Management has said a rejection would mean “court-supervised restructuring.” Their proposal is probably what they’d seek in bankruptcy. TDU notes these provisions:
♦ For pressmen, a 13 percent wage cut, plus clawing back a buck-an-hour hike Teamsters took in December and eliminating another $1-an-hour later this year. Health benefits, now 80/20, would be “nearly a 50/50 split.” The workforce would be cut from 92 to 76; the union had 111 members just a few months ago.
♦ Mailers’ pay would have been cut from $25 to $15 an hour — or about $50,000 a year to $30,000.
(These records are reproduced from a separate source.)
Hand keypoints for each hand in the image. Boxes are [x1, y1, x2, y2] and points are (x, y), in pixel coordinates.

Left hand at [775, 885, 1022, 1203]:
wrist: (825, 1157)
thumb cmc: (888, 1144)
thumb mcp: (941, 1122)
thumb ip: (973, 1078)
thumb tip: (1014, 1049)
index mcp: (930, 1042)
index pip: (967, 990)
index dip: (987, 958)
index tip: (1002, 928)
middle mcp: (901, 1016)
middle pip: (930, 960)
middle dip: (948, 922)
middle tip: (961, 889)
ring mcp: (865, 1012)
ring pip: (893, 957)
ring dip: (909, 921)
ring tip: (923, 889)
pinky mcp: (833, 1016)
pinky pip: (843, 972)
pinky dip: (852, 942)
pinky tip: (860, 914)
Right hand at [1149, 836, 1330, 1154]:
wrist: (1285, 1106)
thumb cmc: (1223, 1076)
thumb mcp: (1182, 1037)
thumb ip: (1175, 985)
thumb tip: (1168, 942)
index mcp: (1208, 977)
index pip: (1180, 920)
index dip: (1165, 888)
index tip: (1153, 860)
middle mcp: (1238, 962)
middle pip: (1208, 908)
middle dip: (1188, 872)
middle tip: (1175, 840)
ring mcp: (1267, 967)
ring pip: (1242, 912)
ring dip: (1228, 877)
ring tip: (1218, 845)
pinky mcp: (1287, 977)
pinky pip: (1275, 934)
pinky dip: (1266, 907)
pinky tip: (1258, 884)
♦ As previously reported, drivers’ pay would fall from $27.10 to $18.50 an hour. “It would cut my pay 32 percent, from $53,700 to $36,500,” longtime driver Rick Sather tells the site. “It breaks the union when those jobs are replaced by $13-an-hour part-time workers who get no benefits.”
I’ve written a bunch about the newsroom cuts, but it seems pretty clear the Strib sees bigger savings whacking anyone whose job is tied solely to the physical paper. The Teamsters are being asked to take more sizable reductions, and have resisted more fiercely; for example, they rejected summertime concessions the newsroom accepted.
That steadfast refusal could make the Teamsters more vulnerable in court; TDU paints management’s insistance on big cuts as “just going through the motions in an attempt to persuade a bankruptcy judge that it tried to reach an agreement.”
As I’ve noted before, labor now feels they have little more to lose in Chapter 11. It’s a hell of a dice roll.